Primary Outcomes (4)

• Bioavailability and Pharmacokinetic Profile of CTP-543: Cmax

  Maximum observed concentration

  0 (pre-dose), 0.25, 0.5, 0.75, 1, 1.25, 1.5, 2, 2.5, 3, 3.5, 4, 6, 8, 12, 16, 24, 36, 48 hours post-dose and Day 6/discharge

• Bioavailability and Pharmacokinetic Profile of CTP-543: Tmax

  Time to reach maximum observed concentration

  0 (pre-dose), 0.25, 0.5, 0.75, 1, 1.25, 1.5, 2, 2.5, 3, 3.5, 4, 6, 8, 12, 16, 24, 36, 48 hours post-dose and Day 6/discharge

• Bioavailability and Pharmacokinetic Profile of CTP-543: AUC(0-Tlast)

  Area under the concentration-time curve from time 0 to the time of the last observed/measured non-zero concentration

  0 (pre-dose), 0.25, 0.5, 0.75, 1, 1.25, 1.5, 2, 2.5, 3, 3.5, 4, 6, 8, 12, 16, 24, 36, 48 hours post-dose and Day 6/discharge

• Bioavailability and Pharmacokinetic Profile of CTP-543: AUC(0-inf)

  Area under the concentration-time curve from time 0 extrapolated to infinity

  0 (pre-dose), 0.25, 0.5, 0.75, 1, 1.25, 1.5, 2, 2.5, 3, 3.5, 4, 6, 8, 12, 16, 24, 36, 48 hours post-dose and Day 6/discharge

Secondary Outcomes (5)

• Pharmacokinetic Profile of major metabolites: Cmax

  0 (pre-dose), 0.25, 0.5, 0.75, 1, 1.25, 1.5, 2, 2.5, 3, 3.5, 4, 6, 8, 12, 16, 24, 36, 48 hours post-dose and Day 6/discharge

• Pharmacokinetic Profile of major metabolites: Tmax

  0 (pre-dose), 0.25, 0.5, 0.75, 1, 1.25, 1.5, 2, 2.5, 3, 3.5, 4, 6, 8, 12, 16, 24, 36, 48 hours post-dose and Day 6/discharge

• Pharmacokinetic Profile of major metabolites: AUC(0-Tlast)

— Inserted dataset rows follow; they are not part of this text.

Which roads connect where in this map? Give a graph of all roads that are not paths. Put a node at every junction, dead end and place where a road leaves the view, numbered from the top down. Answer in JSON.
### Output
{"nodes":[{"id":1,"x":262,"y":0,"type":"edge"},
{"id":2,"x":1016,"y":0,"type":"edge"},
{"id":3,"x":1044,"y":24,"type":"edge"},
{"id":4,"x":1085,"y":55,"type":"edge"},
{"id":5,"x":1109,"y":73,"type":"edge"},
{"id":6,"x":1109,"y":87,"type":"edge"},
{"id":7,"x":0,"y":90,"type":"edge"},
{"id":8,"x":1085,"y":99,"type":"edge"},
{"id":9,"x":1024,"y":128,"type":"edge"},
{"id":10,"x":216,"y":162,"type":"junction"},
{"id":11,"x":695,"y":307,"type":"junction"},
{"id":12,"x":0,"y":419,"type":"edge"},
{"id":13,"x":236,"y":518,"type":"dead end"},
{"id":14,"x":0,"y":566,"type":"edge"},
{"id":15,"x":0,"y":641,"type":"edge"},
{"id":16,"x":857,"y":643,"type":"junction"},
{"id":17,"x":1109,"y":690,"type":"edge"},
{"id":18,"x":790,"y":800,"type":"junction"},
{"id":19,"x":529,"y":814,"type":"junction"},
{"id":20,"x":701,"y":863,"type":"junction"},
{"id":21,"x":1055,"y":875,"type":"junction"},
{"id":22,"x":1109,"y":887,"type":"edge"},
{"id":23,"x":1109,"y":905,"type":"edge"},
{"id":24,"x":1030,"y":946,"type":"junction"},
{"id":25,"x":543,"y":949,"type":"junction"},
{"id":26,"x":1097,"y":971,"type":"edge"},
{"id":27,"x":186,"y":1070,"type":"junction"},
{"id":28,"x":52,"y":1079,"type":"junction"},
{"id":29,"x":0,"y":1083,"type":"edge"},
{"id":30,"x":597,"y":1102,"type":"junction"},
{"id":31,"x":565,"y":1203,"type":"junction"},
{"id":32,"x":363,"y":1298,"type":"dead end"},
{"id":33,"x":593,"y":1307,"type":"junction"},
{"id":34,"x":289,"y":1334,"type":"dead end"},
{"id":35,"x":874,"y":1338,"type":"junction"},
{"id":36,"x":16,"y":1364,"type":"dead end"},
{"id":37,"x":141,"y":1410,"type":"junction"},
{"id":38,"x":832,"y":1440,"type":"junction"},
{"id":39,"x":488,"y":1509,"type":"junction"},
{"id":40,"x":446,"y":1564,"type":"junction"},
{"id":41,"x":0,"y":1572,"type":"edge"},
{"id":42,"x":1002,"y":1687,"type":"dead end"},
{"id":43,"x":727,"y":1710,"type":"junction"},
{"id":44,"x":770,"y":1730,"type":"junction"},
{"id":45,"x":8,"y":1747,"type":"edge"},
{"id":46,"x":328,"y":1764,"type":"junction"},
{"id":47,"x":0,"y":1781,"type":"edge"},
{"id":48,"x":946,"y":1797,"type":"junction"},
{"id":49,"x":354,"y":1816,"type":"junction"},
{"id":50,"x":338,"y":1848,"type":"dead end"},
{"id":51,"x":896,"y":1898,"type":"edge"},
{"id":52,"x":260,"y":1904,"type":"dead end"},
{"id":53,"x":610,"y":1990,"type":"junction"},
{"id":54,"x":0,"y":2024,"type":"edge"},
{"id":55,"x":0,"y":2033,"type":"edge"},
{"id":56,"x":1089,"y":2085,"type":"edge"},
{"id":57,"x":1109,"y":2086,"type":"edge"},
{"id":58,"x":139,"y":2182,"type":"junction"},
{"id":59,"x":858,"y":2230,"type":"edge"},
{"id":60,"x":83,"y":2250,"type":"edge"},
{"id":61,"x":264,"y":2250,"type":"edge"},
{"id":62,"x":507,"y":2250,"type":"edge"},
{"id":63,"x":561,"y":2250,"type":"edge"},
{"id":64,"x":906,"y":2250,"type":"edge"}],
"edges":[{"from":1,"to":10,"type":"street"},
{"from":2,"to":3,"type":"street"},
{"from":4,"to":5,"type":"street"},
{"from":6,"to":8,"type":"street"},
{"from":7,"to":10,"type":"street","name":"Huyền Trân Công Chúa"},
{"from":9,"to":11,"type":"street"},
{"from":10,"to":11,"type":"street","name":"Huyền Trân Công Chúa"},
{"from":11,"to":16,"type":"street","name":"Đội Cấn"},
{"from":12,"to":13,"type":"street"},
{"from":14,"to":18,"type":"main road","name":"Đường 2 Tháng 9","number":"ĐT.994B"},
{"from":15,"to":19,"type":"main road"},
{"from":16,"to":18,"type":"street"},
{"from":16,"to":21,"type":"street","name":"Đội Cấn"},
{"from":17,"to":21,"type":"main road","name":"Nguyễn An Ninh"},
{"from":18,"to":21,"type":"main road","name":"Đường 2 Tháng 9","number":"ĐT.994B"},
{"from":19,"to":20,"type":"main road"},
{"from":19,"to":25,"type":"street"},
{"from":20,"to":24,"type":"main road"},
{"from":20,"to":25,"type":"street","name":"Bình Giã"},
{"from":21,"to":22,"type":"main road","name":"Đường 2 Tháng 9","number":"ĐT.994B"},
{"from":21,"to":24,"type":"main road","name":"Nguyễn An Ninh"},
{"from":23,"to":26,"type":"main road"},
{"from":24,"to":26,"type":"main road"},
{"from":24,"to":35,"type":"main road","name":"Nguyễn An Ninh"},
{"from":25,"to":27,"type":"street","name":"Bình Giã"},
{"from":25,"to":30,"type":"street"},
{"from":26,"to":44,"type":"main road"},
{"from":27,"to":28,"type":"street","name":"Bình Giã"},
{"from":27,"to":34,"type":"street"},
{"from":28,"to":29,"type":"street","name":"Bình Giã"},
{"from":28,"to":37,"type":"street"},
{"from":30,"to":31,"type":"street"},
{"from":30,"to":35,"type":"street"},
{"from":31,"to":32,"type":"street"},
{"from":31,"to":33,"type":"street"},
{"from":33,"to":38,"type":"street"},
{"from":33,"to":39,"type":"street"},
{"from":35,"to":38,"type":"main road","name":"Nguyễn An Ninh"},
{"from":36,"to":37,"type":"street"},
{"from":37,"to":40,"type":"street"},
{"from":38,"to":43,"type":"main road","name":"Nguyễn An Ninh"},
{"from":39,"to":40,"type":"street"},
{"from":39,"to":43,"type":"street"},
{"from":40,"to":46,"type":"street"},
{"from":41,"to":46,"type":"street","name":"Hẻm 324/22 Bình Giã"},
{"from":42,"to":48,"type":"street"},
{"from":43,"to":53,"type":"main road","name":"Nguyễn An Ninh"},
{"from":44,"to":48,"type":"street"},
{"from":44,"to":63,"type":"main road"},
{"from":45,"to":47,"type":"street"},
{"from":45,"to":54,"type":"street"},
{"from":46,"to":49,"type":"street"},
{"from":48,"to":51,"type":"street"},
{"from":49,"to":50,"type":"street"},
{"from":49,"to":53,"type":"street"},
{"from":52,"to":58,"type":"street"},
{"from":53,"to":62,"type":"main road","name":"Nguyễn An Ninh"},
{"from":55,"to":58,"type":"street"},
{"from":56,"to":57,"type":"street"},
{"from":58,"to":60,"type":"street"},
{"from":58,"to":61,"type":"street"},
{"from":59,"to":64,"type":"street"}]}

  0 (pre-dose), 0.25, 0.5, 0.75, 1, 1.25, 1.5, 2, 2.5, 3, 3.5, 4, 6, 8, 12, 16, 24, 36, 48 hours post-dose and Day 6/discharge

• Pharmacokinetic Profile of major metabolites: AUC(0-inf)

  0 (pre-dose), 0.25, 0.5, 0.75, 1, 1.25, 1.5, 2, 2.5, 3, 3.5, 4, 6, 8, 12, 16, 24, 36, 48 hours post-dose and Day 6/discharge

• Assessment of Safety and Tolerability following administration of CTP-543

  Screening through 7 to 10 days after final dose administration

Study Arms (2)

Sequence 1 Fed:Fasted

EXPERIMENTAL

Period 1: CTP-543 12 mg fed Period 2: CTP-543 12 mg fasted

Drug: CTP-543

Sequence 2 Fasted:Fed

EXPERIMENTAL

Period 1: CTP-543 12 mg fasted Period 2: CTP-543 12 mg fed

Drug: CTP-543

Interventions

CTP-543 DRUG

For each period, subjects will be dosed with CTP-543 12 mg (1 x 12 mg tablet)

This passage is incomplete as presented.